*Work item*.
Would you write out all the records again, exactly?

*Information*.
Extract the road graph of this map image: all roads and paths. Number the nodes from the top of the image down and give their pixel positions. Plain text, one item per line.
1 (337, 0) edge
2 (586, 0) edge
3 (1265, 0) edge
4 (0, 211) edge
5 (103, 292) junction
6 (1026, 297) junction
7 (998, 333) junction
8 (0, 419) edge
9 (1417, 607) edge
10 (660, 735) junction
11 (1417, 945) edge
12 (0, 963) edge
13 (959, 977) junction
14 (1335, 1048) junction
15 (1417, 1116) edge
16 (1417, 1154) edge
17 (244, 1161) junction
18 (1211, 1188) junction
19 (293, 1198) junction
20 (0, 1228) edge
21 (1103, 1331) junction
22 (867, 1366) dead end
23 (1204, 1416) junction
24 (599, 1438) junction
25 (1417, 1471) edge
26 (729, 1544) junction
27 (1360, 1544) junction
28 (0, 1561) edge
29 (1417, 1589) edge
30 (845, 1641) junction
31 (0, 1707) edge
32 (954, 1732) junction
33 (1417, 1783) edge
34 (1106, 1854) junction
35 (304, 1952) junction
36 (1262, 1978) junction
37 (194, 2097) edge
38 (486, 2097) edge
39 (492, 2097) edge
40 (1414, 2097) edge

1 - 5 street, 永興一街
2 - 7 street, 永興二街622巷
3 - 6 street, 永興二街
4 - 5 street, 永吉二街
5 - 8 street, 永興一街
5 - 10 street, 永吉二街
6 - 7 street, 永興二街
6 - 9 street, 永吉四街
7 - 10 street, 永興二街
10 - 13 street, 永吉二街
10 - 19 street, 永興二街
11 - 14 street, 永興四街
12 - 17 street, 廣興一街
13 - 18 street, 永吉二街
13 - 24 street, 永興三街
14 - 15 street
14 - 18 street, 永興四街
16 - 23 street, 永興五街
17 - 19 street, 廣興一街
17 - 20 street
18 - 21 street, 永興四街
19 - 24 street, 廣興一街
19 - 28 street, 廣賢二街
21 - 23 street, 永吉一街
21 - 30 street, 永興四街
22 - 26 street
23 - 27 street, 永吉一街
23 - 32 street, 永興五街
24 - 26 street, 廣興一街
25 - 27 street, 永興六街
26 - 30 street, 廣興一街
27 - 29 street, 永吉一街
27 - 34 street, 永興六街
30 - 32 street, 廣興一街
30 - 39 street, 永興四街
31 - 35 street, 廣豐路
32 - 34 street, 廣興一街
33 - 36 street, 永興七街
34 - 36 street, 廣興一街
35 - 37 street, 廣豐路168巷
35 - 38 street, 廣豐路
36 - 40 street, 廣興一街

*Expected output*.
Extract the road graph of this map image: all roads and paths. Number the nodes from the top of the image down and give their pixel positions. Plain text, one item per line.
1 (337, 0) edge
2 (586, 0) edge
3 (1265, 0) edge
4 (0, 211) edge
5 (103, 292) junction
6 (1026, 297) junction
7 (998, 333) junction
8 (0, 419) edge
9 (1417, 607) edge
10 (660, 735) junction
11 (1417, 945) edge
12 (0, 963) edge
13 (959, 977) junction
14 (1335, 1048) junction
15 (1417, 1116) edge
16 (1417, 1154) edge
17 (244, 1161) junction
18 (1211, 1188) junction
19 (293, 1198) junction
20 (0, 1228) edge
21 (1103, 1331) junction
22 (867, 1366) dead end
23 (1204, 1416) junction
24 (599, 1438) junction
25 (1417, 1471) edge
26 (729, 1544) junction
27 (1360, 1544) junction
28 (0, 1561) edge
29 (1417, 1589) edge
30 (845, 1641) junction
31 (0, 1707) edge
32 (954, 1732) junction
33 (1417, 1783) edge
34 (1106, 1854) junction
35 (304, 1952) junction
36 (1262, 1978) junction
37 (194, 2097) edge
38 (486, 2097) edge
39 (492, 2097) edge
40 (1414, 2097) edge

1 - 5 street, 永興一街
2 - 7 street, 永興二街622巷
3 - 6 street, 永興二街
4 - 5 street, 永吉二街
5 - 8 street, 永興一街
5 - 10 street, 永吉二街
6 - 7 street, 永興二街
6 - 9 street, 永吉四街
7 - 10 street, 永興二街
10 - 13 street, 永吉二街
10 - 19 street, 永興二街
11 - 14 street, 永興四街
12 - 17 street, 廣興一街
13 - 18 street, 永吉二街
13 - 24 street, 永興三街
14 - 15 street
14 - 18 street, 永興四街
16 - 23 street, 永興五街
17 - 19 street, 廣興一街
17 - 20 street
18 - 21 street, 永興四街
19 - 24 street, 廣興一街
19 - 28 street, 廣賢二街
21 - 23 street, 永吉一街
21 - 30 street, 永興四街
22 - 26 street
23 - 27 street, 永吉一街
23 - 32 street, 永興五街
24 - 26 street, 廣興一街
25 - 27 street, 永興六街
26 - 30 street, 廣興一街
27 - 29 street, 永吉一街
27 - 34 street, 永興六街
30 - 32 street, 廣興一街
30 - 39 street, 永興四街
31 - 35 street, 廣豐路
32 - 34 street, 廣興一街
33 - 36 street, 永興七街
34 - 36 street, 廣興一街
35 - 37 street, 廣豐路168巷
35 - 38 street, 廣豐路
36 - 40 street, 廣興一街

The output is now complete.